Mogę powiedzieć, że to nie jest koniec, lista współpracowników jest dłuższa. Po moich tekstach otrzymują listy z informacjami o kolejnych osobach. Tam pracuje też wiele porządnych osób które mają dużą wiedzą. Ich przypuszczenia odnośnie niektórych się potwierdzają” - mówił na prof. Sławomir Cenckiewicz odnosząc się do swoich doniesień na temat byłych esbeków pracujących w warszawskim ratuszu.

Jak dodawał na antenie Telewizji Republika:

Ja mam wrażenie że wszedłem do lasu i nie widzę drogi wyjścia. Wszędzie są drzewa z napisami ZOMO, MO, SB”.

Zaznaczył, że jeśli wie się, kogo szukać, to również w inwentarzu ogólnodostępnym wypadają wspomniane nazwiska Ewy Gawor i jej współpracowników.

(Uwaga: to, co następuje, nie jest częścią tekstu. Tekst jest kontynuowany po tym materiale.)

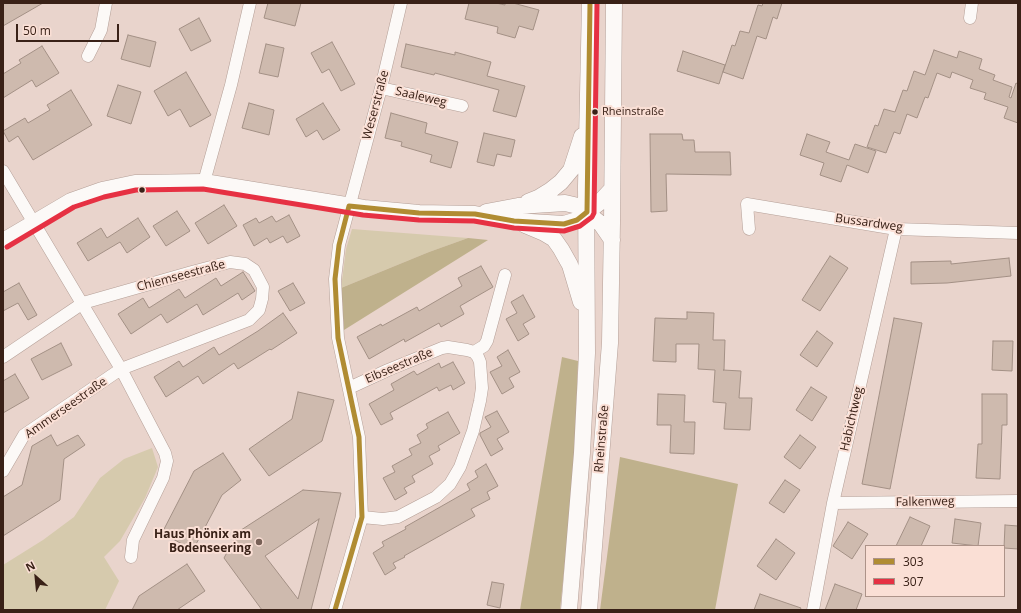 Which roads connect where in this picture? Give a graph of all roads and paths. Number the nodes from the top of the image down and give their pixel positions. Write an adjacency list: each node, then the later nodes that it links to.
1 (106, 3): 8 (street)
2 (250, 3): 13 (street)
3 (401, 3): 9 (street, Weserstraße)
4 (590, 3): 11 (street, Rheinstraße)
5 (614, 3): 14 (street, Rheinstraße)
6 (972, 3): 7 (street)
7 (970, 18)
8 (88, 56)
9 (381, 88): 10 (street, Saaleweg); 15 (street, Weserstraße)
10 (462, 106)
11 (587, 121): 16 (street, Rheinstraße); 17 (street)
12 (3, 171): 18 (street)
13 (204, 182): 15 (street); 18 (street)
14 (612, 189): 16 (street); 22 (street, Rheinstraße)
15 (349, 206): 17 (street); 30 (street, Weserstraße)
16 (587, 212): 17 (street); 22 (street); 26 (street, Rheinstraße)
17 (516, 214): 26 (street)
18 (34, 222): 23 (street); 25 (street)
19 (896, 228): 20 (street, Bussardweg); 21 (street, Bussardweg); 33 (street, Habichtweg)
20 (749, 229)
21 (1018, 233)
22 (612, 240): 38 (street, Rheinstraße)
23 (3, 241)
24 (505, 275): 27 (street)
25 (83, 303): 28 (street); 29 (street); 29 (street, Chiemseestraße)
26 (587, 320): 37 (street, Rheinstraße)
27 (474, 352): 30 (street, Eibseestraße); 34 (street)
28 (3, 357)
29 (121, 370): 31 (street, Ammerseestraße); 35 (street)
30 (349, 388): 34 (street, Weserstraße)
31 (3, 471)
32 (1018, 501): 33 (street, Falkenweg)
33 (833, 503): 39 (street, Habichtweg)
34 (362, 517): 36 (street, Weserstraße)
35 (131, 557)
36 (335, 610)
37 (569, 610)
38 (589, 610)
39 (813, 610)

To wiedza ogólnie dostępna dla każdego, kto chciał to znaleźć. Nie trzeba było szukać tajnych danych ani być członkiem kolegium IPN”

- dodawał.

Przypomniał też, że osoby pracujące w warszawskim ratuszu w dziale zarządzania bezpieczeństwem mają bardzo szerokie uprawnienia, dostęp do niejawnych informacji. Podkreślił, że osoby te nie powinny odpowiadać za bezpieczeństwo i fakt, że ukrywają swoją przeszłość, oznacza że „coś jest na rzeczy” i z jakiegoś powodu się jej wstydzą.

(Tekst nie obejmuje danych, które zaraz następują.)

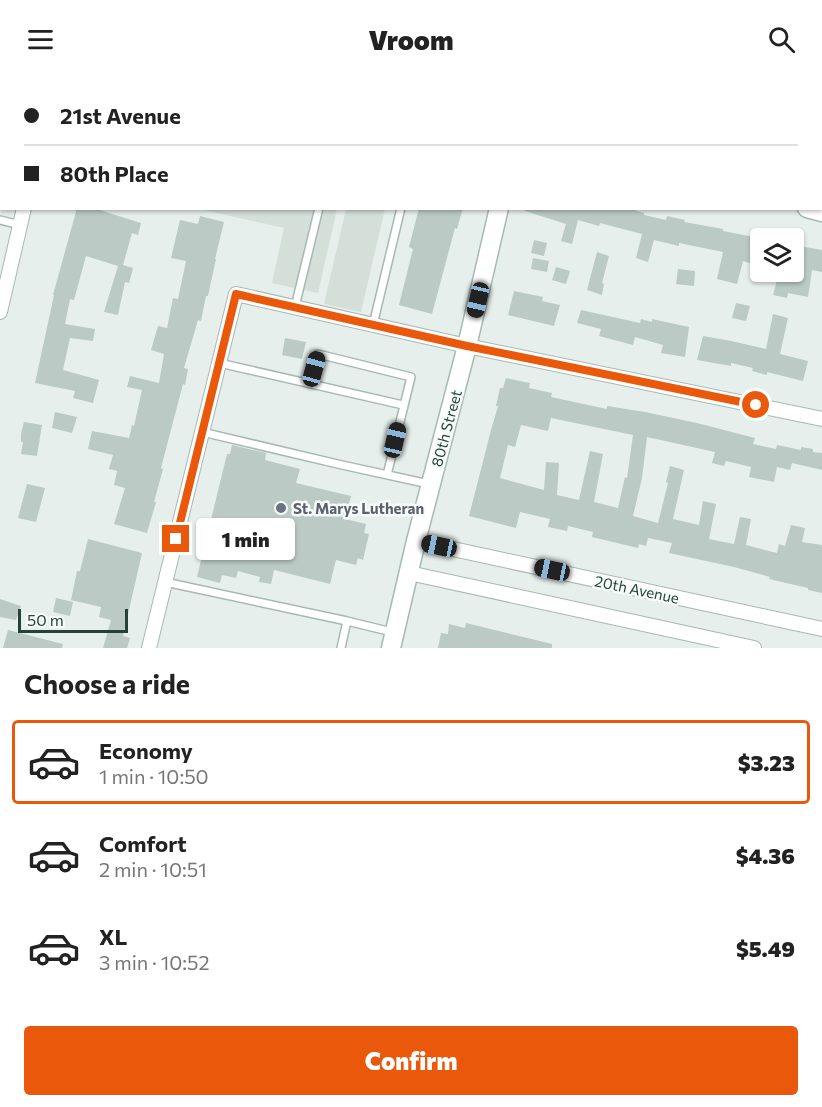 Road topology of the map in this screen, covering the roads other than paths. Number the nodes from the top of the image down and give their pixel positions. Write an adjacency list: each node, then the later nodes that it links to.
1 (24, 210): 6 (street)
2 (319, 210): 7 (lane)
3 (401, 210): 9 (lane)
4 (499, 210): 10 (street, 80th Street)
5 (0, 220): 6 (lane)
6 (20, 225): 8 (street)
7 (295, 307): 9 (street); 11 (street)
8 (0, 312)
9 (373, 324): 10 (street)
10 (467, 346): 14 (street); 17 (street, 80th Street)
11 (219, 363): 12 (lane); 15 (street)
12 (310, 384): 13 (lane); 13 (lane)
13 (403, 405): 16 (lane)
14 (822, 419)
15 (202, 432): 16 (lane); 20 (street)
16 (387, 475): 17 (lane)
17 (431, 485): 18 (street, 80th Street)
18 (416, 541): 19 (street, 80th Street); 22 (street, 20th Avenue)
19 (409, 573): 23 (street, 80th Street); 26 (street)
20 (165, 582): 21 (lane); 24 (street)
21 (347, 621): 23 (lane); 25 (lane)
22 (822, 629)
23 (393, 640)
24 (151, 648)
25 (341, 648)
26 (754, 648)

Gawor stwierdzała, że praca w systemie PESEL nie była niczym złym, na co Cenckiewicz odpowiada:

To jakiś rodzaj wojny psychologicznej. Każdy esbek by relatywizował znaczenie swojej pracy w SB. Mówiłby że w każdym państwie są tajne służby. To zabawy psychologiczna. System PESEL był budowany by inwentaryzować osoby z wykształceniem wyższym, i wyższym niepełnym. Chodziło o doskonałą inwentaryzację społeczeństwa pod kątem m.in. poglądów”.